Era una gabardina clásica, estilo trinchera, de color beige. A pesar de su gordura el padre se veía elegante, distinguido. Se fue hacia la recámara para mirarse en el espejo grande que estaba tras la puerta del baño.

–Fabulosa –dijo cuando regresó con ella puesta–, muchas gracias. La voy a estrenar hoy mismo.

–¿Pero no vas a cenar? –preguntó la madre.

–Iba –dijo él–, pero ya que me regalaron esta gabardina no puedo dejar de presumírsela a mis cuates. No se me vayan a ir. Les va a dar una envidia...

–No vayas a llegar tarde.

–No te preocupes.

–Despídanse de su papá muchachos.

–Buenas noches –dijeron los dos al unísono mientras oían que se cerraba la puerta.

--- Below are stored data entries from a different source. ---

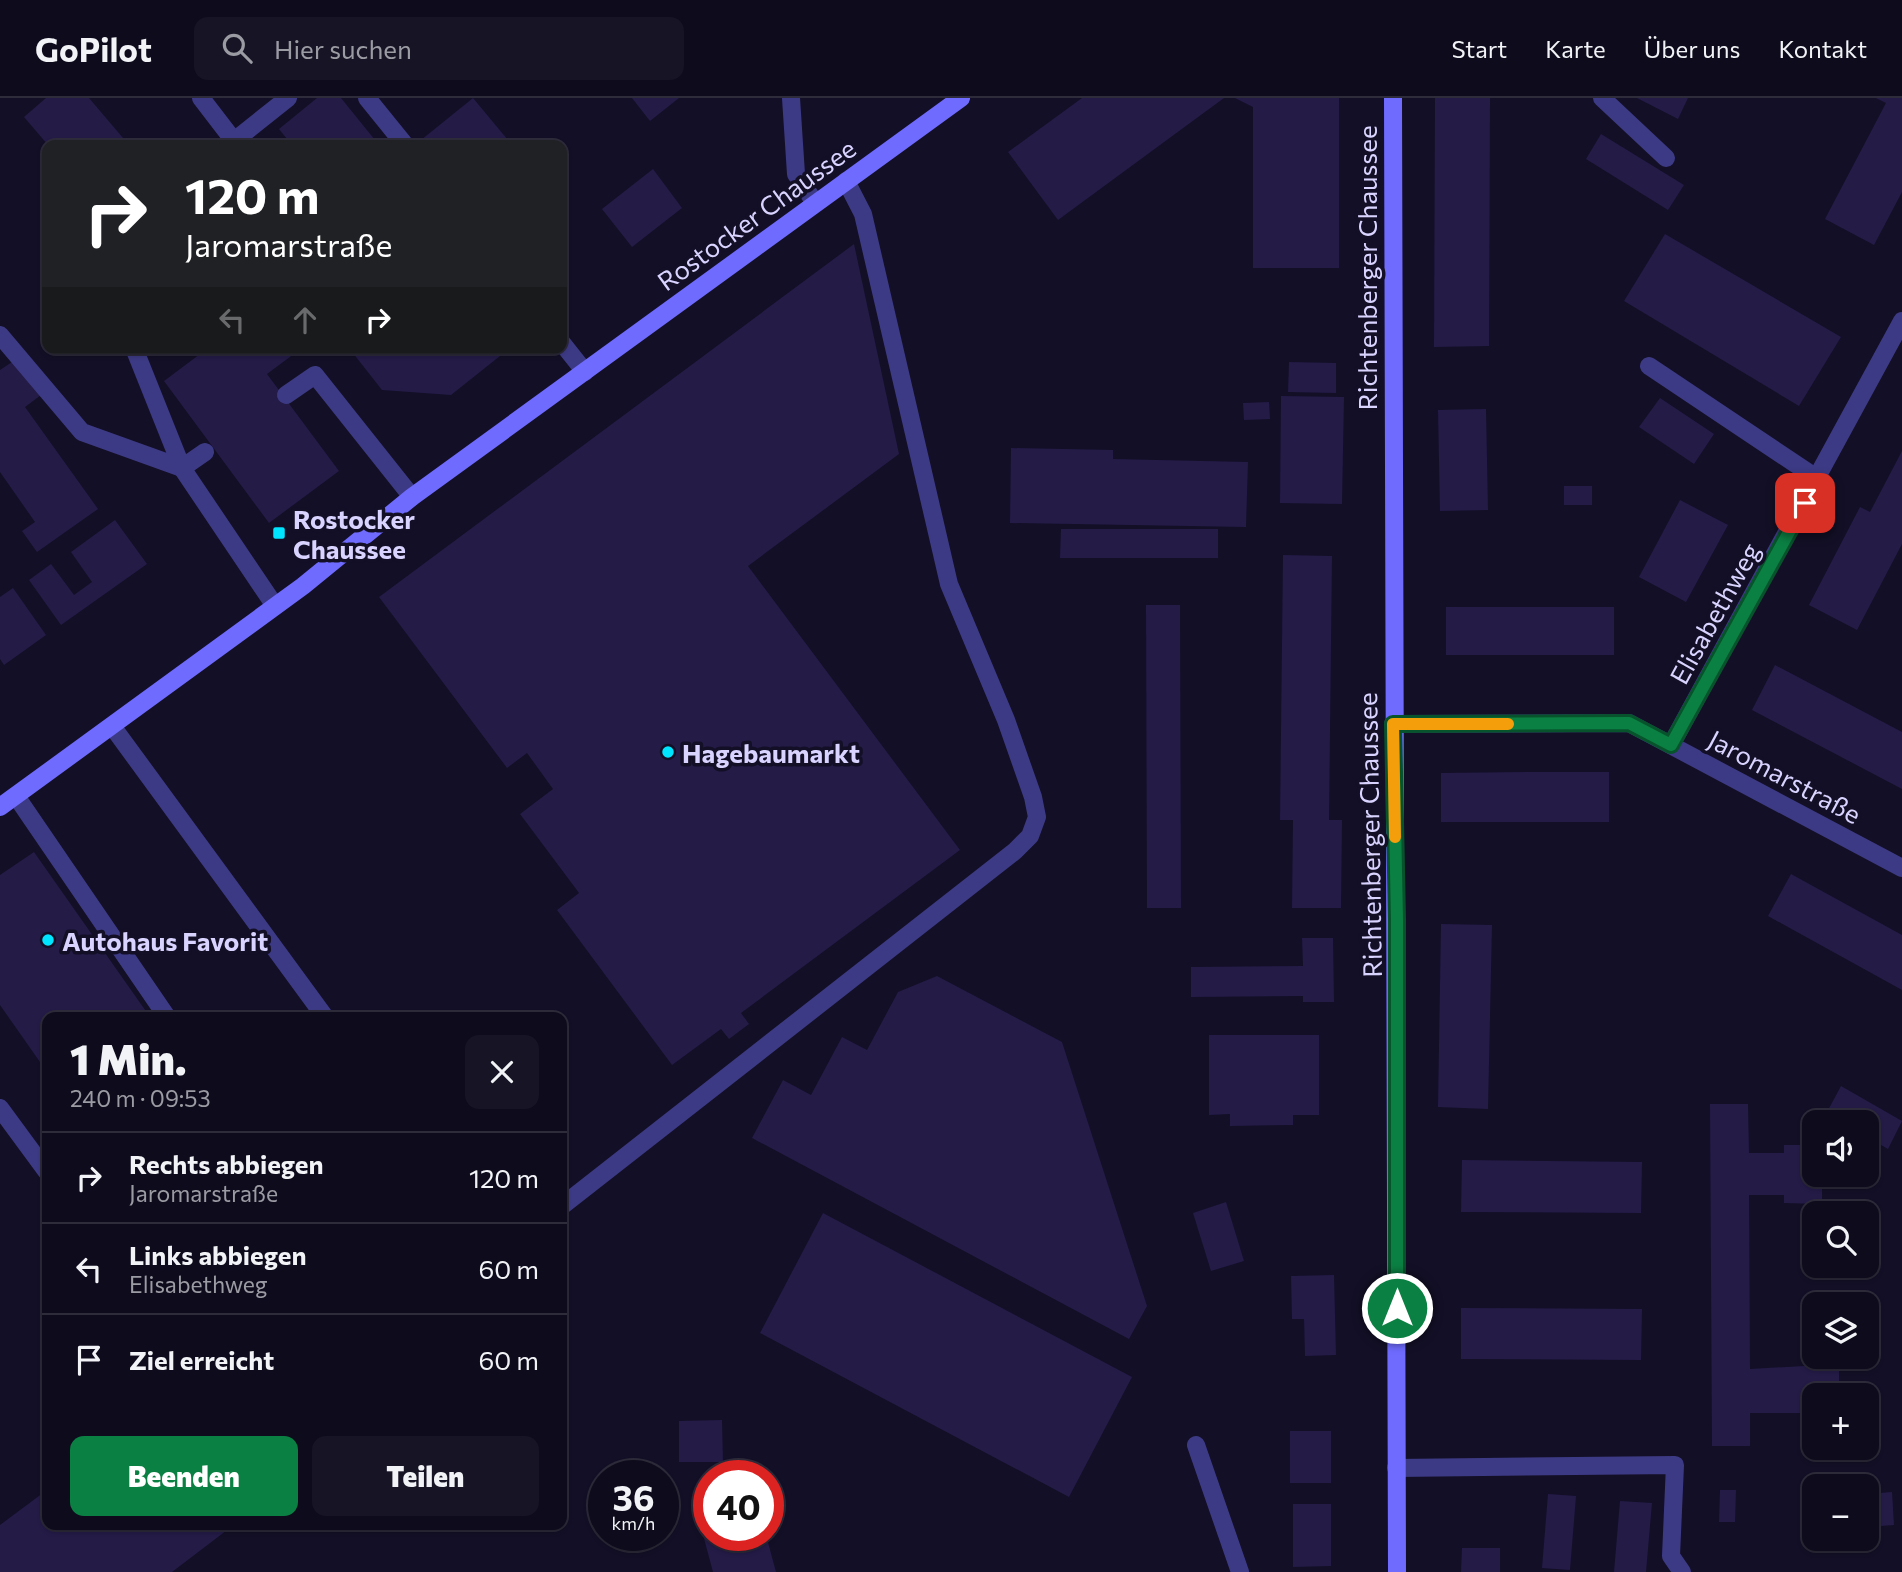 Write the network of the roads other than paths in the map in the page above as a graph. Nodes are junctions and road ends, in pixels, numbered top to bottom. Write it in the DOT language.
graph roads {
  1 [pos="201,98"];
  2 [pos="288,98"];
  3 [pos="368,98"];
  4 [pos="790,98"];
  5 [pos="961,98"];
  6 [pos="1393,98"];
  7 [pos="1602,98"];
  8 [pos="234,140"];
  9 [pos="239,140"];
  10 [pos="401,140"];
  11 [pos="1666,158"];
  12 [pos="846,181"];
  13 [pos="815,203"];
  14 [pos="1902,321"];
  15 [pos="0,335"];
  16 [pos="567,349"];
  17 [pos="136,354"];
  18 [pos="1649,366"];
  19 [pos="585,372"];
  20 [pos="286,395"];
  21 [pos="205,452"];
  22 [pos="182,468"];
  23 [pos="1818,479"];
  24 [pos="412,496"];
  25 [pos="275,606"];
  26 [pos="1393,724"];
  27 [pos="113,726"];
  28 [pos="1671,745"];
  29 [pos="16,796"];
  30 [pos="0,807"];
  31 [pos="1902,868"];
  32 [pos="164,1012"];
  33 [pos="321,1012"];
  34 [pos="0,1108"];
  35 [pos="42,1165"];
  36 [pos="567,1202"];
  37 [pos="1196,1445"];
  38 [pos="1396,1468"];
  39 [pos="1240,1572"];
  40 [pos="1396,1572"];
  41 [pos="1682,1572"];
  1 -- 8 [label="street"];
  2 -- 9 [label="street"];
  3 -- 10 [label="street"];
  4 -- 13 [label="street"];
  5 -- 12 [label="street, Rostocker Chaussee"];
  6 -- 26 [label="street, Richtenberger Chaussee"];
  7 -- 11 [label="street"];
  12 -- 13 [label="street, Rostocker Chaussee"];
  12 -- 36 [label="street"];
  13 -- 19 [label="street, Rostocker Chaussee"];
  14 -- 23 [label="street, Elisabethweg"];
  15 -- 22 [label="street"];
  16 -- 19 [label="street"];
  17 -- 22 [label="street"];
  18 -- 23 [label="street"];
  19 -- 24 [label="street, Rostocker Chaussee"];
  20 -- 24 [label="street"];
  21 -- 22 [label="street"];
  22 -- 25 [label="street"];
  23 -- 28 [label="street, Elisabethweg"];
  24 -- 25 [label="street, Rostocker Chaussee"];
  25 -- 27 [label="street, Rostocker Chaussee"];
  26 -- 28 [label="street, Jaromarstraße"];
  26 -- 38 [label="street, Richtenberger Chaussee"];
  27 -- 29 [label="street, Rostocker Chaussee"];
  27 -- 33 [label="street"];
  28 -- 31 [label="street, Jaromarstraße"];
  29 -- 30 [label="street, Rostocker Chaussee"];
  29 -- 32 [label="street"];
  34 -- 35 [label="street"];
  37 -- 39 [label="street"];
  38 -- 40 [label="street, Richtenberger Chaussee"];
  38 -- 41 [label="street"];
}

Serían las seis de la mañana cuando Ramón despertó. Se volvió hacia Miguel Ángel y vio que todavía estaba profundamente dormido. Ramón se levantó descalzo y se acercó sigilosamente a la recámara de sus padres. Pegó el oído y luego, con mucho cuidado, giró la perilla de la puerta. Por la hendidura vio que su madre dormía aún. Sola. Su padre no había llegado en toda la noche. Regresó a su recámara y se acostó. Permaneció un buen rato con la nuca apoyada sobre sus manos entrelazadas, mirando hacia el techo. Intentó volverse a dormir pero ya no pudo. Así que decidió levantarse y meterse a bañar.

Se vistió, se arregló y fue a la cocina a prepararse el desayuno. Sacó un par de hue vos, un jitomate, una cebolla, chile y un bote de leche del refrigerador; encendió la estufa y puso la sartén al fuego; picaba un poco de jitomate, cebolla y chile cuando escuchó que se abría la puerta del departamento. Atento, apagó la estufa y, sin salir de la cocina, se asomó por la ventanilla. Su padre entró dando un portazo, riendo consigo mismo, con el cabello despeinado, los ojos irritados y dando tumbos hacia su recámara. Venía sin la gabardina.